» Dataset
Segment Open
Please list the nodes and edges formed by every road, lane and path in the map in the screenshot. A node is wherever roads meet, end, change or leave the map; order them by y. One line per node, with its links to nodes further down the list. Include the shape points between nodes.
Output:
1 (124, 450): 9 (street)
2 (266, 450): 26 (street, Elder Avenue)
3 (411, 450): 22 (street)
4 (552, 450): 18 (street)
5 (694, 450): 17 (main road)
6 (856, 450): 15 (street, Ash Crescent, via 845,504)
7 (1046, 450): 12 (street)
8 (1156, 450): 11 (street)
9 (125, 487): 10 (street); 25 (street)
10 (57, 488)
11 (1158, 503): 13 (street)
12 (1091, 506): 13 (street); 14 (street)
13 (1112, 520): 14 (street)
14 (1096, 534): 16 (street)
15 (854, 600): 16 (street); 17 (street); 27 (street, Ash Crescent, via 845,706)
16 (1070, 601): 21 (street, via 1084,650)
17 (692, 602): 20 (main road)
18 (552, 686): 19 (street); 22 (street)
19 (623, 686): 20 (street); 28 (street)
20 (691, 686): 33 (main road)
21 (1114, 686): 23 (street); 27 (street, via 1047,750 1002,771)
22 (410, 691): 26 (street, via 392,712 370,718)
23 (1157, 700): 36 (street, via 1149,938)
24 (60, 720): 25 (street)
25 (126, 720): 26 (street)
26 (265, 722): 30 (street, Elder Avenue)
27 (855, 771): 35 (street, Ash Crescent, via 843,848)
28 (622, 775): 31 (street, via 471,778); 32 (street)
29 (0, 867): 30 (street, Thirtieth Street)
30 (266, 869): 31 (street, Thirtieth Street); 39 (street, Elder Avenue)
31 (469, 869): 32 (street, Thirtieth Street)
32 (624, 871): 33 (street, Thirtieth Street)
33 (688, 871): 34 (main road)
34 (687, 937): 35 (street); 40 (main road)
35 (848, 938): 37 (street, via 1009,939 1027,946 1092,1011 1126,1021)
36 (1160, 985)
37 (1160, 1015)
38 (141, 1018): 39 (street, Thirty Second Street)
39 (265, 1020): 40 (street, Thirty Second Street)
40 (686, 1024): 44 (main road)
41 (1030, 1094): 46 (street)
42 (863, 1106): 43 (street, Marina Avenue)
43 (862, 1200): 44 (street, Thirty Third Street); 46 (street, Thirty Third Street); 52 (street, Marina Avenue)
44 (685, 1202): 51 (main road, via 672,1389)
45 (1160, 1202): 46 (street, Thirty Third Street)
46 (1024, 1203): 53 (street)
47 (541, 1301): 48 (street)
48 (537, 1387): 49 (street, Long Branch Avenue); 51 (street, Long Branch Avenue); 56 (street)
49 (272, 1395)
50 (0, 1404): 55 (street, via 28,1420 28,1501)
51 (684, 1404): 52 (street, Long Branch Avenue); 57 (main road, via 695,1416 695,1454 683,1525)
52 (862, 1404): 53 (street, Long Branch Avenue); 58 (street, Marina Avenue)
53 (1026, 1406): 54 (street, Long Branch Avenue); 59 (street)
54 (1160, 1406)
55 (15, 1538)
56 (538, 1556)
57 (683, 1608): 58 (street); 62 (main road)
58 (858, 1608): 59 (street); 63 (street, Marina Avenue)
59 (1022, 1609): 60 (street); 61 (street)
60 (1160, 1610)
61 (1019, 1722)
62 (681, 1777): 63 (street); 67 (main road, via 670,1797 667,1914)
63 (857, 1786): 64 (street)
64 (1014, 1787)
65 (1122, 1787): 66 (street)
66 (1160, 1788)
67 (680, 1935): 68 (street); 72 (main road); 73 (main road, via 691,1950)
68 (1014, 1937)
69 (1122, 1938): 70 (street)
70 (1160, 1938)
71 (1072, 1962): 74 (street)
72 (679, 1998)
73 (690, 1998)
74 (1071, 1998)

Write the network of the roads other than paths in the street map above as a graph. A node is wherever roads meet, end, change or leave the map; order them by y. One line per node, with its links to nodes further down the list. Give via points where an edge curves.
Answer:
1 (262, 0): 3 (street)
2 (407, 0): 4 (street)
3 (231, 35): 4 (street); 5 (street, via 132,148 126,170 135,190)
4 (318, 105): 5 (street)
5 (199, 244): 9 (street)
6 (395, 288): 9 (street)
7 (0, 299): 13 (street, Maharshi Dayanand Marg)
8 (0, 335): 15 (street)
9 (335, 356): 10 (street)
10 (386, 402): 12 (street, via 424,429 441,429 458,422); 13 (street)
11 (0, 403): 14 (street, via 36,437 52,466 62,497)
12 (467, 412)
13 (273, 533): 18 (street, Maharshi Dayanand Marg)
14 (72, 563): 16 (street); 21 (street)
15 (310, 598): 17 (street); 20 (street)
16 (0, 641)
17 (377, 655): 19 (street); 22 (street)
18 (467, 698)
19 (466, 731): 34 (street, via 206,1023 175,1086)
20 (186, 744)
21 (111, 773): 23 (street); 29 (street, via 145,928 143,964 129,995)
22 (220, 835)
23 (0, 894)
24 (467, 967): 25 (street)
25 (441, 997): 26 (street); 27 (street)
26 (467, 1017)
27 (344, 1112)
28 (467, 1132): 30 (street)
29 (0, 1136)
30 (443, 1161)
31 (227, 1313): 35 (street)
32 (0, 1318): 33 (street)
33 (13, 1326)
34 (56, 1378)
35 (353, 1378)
Segment Closed
» What needs to be done
Among the lines above, return those that contain the string "Second".

» Answer to the exercise
38 (141, 1018): 39 (street, Thirty Second Street)
39 (265, 1020): 40 (street, Thirty Second Street)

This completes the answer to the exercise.